Die Vorstellung beginnt dann um 16.45 vorher wäre das Publikum noch zu sehr unter der gleissenden Sonne gestanden. Erfolglos haben wir versucht, den Restobetreiber davon zu überzeugen, dass es nett (???), besser (???), rücksichtsvoller (???) wäre, wenn er die dröhnende Musikbox abstellen oder etwas zurückschrauben würde. Auch stromtechnisch gesehen. Doch Business ist Business meint er, oder wir kauften seinen Grill leer, dann könnten wir verhandeln. Aber wir brauchen jetzt keine gegrillten Hühnerfüsse, wir wollen spielen. Und einen Kurzschluss können wir leider nicht inszenieren, denn dann hätten auch wir keinen Strom mehr. Es hängt eben immer alles mit allem zusammen.

Wir haben ja eine stimmgewaltige Schauspielertruppe! Die spricht gegen Wind und Staub und Bumbummbumm an. Und wie. Rund zweihundert Dorfbewohner schauen gebannt auf das Treiben, das ihnen da geboten wird. Auch die Kids sind zugewandt, konzentriert, Theater ist nicht alle Tage. Eine kleine Unruhe entsteht, als ein Besoffener glaubt er könne unser Madeleine mal so auf die Schnelle mitten im Stück anbaggern. Unsanft und bestimmt wird er von ein paar Männern gesenkelt. Voilà!

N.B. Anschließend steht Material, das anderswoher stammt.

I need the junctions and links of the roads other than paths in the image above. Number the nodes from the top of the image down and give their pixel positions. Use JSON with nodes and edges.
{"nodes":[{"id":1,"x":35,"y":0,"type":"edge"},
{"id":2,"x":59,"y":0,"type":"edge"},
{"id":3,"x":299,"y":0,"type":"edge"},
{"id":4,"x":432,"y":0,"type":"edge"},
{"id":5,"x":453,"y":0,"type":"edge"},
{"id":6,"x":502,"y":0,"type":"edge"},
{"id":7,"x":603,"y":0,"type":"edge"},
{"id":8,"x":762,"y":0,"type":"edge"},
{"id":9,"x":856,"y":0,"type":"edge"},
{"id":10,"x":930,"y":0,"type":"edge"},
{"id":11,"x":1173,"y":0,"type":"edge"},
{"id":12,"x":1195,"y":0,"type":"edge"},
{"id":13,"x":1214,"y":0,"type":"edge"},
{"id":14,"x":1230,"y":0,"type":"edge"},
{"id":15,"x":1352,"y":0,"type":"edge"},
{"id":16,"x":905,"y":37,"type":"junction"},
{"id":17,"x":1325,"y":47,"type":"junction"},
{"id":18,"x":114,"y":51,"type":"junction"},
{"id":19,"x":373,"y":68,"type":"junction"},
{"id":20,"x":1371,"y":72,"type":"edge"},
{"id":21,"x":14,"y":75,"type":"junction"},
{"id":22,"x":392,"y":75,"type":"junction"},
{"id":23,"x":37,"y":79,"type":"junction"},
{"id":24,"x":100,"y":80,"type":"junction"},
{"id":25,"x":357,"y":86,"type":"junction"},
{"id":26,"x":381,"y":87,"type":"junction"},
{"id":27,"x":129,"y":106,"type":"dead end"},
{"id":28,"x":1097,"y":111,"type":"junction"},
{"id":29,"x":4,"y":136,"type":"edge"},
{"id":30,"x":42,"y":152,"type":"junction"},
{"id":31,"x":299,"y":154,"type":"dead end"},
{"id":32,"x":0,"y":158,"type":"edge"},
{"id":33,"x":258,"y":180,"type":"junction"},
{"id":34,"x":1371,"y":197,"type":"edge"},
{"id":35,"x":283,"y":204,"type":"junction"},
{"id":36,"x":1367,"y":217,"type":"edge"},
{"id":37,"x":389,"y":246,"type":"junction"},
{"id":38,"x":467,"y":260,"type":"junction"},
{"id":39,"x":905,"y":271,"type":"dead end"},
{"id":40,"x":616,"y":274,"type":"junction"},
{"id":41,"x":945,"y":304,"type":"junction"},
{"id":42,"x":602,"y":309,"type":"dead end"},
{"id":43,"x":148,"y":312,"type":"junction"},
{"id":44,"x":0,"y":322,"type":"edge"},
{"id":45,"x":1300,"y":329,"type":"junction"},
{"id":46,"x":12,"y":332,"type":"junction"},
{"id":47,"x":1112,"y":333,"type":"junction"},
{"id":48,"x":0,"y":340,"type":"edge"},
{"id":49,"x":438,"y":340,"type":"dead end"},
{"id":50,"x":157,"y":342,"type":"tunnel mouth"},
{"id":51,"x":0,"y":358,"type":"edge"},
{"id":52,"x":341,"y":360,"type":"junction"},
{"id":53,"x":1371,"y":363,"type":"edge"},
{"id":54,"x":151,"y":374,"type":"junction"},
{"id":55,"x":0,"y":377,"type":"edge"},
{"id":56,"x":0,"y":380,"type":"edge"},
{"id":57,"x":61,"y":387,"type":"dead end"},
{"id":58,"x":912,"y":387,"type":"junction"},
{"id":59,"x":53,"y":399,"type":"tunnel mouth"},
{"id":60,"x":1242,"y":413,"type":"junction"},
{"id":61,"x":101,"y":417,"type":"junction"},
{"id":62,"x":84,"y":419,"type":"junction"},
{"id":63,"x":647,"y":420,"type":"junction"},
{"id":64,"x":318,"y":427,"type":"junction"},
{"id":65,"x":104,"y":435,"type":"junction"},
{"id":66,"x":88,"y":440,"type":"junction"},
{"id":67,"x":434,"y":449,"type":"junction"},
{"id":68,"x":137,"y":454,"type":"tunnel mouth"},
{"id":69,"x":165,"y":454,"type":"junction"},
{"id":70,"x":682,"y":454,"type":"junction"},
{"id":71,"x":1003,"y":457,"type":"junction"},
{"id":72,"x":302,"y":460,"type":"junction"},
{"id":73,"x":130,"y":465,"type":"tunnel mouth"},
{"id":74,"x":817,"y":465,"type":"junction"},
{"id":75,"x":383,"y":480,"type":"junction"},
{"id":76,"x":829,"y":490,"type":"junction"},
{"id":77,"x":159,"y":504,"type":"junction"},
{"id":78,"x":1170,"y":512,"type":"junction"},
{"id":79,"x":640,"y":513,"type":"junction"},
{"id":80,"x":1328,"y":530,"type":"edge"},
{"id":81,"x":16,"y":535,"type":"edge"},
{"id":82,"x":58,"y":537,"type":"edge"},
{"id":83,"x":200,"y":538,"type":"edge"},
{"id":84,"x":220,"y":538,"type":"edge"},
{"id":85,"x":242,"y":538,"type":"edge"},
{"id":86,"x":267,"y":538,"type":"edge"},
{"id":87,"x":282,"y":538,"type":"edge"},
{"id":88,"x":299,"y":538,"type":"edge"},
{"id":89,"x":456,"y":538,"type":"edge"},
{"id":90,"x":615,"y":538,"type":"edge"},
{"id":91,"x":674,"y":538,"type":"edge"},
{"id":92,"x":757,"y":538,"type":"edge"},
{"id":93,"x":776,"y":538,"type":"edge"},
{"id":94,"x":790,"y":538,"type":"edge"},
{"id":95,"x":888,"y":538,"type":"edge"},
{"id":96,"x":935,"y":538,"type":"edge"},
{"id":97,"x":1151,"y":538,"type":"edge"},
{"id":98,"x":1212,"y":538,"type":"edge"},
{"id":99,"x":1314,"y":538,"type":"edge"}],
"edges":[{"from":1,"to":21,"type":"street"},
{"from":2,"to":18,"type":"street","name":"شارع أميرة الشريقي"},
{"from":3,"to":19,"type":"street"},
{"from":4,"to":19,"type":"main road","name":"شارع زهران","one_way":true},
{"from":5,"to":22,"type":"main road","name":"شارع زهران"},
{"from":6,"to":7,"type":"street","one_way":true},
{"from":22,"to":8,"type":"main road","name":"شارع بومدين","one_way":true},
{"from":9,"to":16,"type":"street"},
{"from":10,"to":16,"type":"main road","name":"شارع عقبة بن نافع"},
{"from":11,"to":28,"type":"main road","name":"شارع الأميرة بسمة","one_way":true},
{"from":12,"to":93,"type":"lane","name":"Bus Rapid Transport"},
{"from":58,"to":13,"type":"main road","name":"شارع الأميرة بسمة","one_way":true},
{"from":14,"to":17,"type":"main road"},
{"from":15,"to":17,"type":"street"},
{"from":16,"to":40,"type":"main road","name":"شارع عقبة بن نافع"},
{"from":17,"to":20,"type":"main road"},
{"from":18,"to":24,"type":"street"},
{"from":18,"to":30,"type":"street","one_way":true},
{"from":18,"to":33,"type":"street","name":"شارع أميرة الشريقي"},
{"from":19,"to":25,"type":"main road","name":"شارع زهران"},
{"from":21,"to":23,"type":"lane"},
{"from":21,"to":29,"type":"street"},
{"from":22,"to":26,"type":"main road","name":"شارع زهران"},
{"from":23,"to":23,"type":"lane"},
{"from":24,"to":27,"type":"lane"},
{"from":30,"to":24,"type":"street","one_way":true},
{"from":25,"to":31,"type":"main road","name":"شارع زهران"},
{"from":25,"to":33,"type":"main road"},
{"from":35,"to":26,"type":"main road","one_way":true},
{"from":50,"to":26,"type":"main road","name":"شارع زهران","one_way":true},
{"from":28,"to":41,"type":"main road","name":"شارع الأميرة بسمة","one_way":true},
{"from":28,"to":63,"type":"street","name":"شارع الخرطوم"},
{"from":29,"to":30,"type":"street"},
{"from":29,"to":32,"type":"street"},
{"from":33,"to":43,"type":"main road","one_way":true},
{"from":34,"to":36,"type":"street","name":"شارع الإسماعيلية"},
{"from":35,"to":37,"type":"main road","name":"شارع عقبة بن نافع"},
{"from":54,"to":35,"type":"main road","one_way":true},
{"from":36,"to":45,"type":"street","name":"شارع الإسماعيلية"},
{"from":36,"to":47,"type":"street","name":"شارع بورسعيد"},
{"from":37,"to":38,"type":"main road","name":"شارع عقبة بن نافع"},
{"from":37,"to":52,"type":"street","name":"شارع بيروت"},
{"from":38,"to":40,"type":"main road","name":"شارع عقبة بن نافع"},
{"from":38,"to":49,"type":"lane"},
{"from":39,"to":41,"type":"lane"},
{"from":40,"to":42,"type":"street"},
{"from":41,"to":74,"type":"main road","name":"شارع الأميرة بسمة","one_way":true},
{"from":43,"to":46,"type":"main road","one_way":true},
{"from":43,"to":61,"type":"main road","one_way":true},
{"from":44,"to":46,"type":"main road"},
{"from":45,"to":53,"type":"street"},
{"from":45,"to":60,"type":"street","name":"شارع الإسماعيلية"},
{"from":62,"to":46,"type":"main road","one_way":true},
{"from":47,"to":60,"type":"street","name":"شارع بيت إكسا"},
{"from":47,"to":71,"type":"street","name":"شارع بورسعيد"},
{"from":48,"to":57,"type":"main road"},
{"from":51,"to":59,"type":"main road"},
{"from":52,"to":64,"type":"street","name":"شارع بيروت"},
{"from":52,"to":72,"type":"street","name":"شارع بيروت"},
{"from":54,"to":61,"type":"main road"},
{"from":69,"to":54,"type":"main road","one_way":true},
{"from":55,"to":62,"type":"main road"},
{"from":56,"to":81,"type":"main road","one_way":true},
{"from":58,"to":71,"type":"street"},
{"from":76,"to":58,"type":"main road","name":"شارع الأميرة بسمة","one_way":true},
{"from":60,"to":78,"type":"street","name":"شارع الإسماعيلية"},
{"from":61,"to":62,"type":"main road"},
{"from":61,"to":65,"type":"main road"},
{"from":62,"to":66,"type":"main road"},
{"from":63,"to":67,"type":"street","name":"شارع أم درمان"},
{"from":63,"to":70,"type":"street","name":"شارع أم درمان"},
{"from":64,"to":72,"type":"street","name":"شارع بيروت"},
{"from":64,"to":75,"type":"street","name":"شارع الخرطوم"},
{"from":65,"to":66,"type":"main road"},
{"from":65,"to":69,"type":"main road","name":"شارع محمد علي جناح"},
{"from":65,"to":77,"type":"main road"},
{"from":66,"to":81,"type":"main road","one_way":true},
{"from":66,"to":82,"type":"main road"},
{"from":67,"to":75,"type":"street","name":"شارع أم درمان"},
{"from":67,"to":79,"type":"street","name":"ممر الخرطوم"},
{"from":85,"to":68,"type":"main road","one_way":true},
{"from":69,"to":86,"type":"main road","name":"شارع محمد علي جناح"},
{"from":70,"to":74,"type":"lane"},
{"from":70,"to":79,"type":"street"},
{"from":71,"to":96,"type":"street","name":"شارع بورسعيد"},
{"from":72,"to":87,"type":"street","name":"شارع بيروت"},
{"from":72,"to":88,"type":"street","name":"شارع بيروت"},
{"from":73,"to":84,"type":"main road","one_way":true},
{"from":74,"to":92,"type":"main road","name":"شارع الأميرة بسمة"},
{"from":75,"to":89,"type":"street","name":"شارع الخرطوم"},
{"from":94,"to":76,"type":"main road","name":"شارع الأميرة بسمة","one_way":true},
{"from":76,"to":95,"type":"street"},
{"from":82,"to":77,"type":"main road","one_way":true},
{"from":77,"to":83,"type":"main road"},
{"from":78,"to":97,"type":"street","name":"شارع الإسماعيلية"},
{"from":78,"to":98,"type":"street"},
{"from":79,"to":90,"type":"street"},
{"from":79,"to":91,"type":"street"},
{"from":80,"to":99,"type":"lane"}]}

Einer der schönsten Momente im Stück ist immer wieder, wenn die Truppe Mani Matters: 

Dene wos guet geit
giengs besser
giengs dene besser
wos weniger guet geit
was aber nid geit
ohni dass's dene
weniger guet geit
wos guet geit
drum geit weni
für dass es dene
besser geit
wos weniger guet geit
und drum geits o
dene nid besser
wos guet geit

anstimmt. Diese zeitlose Ballade, gescheit und poetisch geschrieben über die Ungerechtigkeit zwischen Reich und Arm, zwischen Nord und Süd, zwischen Oben und Unten. In diesem Lied steckt die Quintessenz unseres Stückes. Es passt perfekt zur Ausbeutung des afrikanischen Kontinents durch global agierende multinationale Konzerne. Perfekt zur Gleichgültigkeit und Arroganz einer weissen Elite (die „Paradise Papers“ grüssen) gegenüber seiner kolonialen Verantwortung und Handelspartnern. Wenn der reiche Norden, und damit auch jeder einzelne von uns, nicht bereit ist abzugeben, zu teilen, werden wir nie eine halbwegs gerechtere Welt haben. Wenn dann Urbain den Refrain des Liedes auf Mooré übersetzt, Matters Geist aufblitzt, die Menschen lauschen, sofort verstehen und einzelne klatschen, sind unsere Zweifel, über Sinn und Unsinn von Projekten, wie dem unseren, Makulatur. Theater wirkt. Nicht immer, aber immer wieder.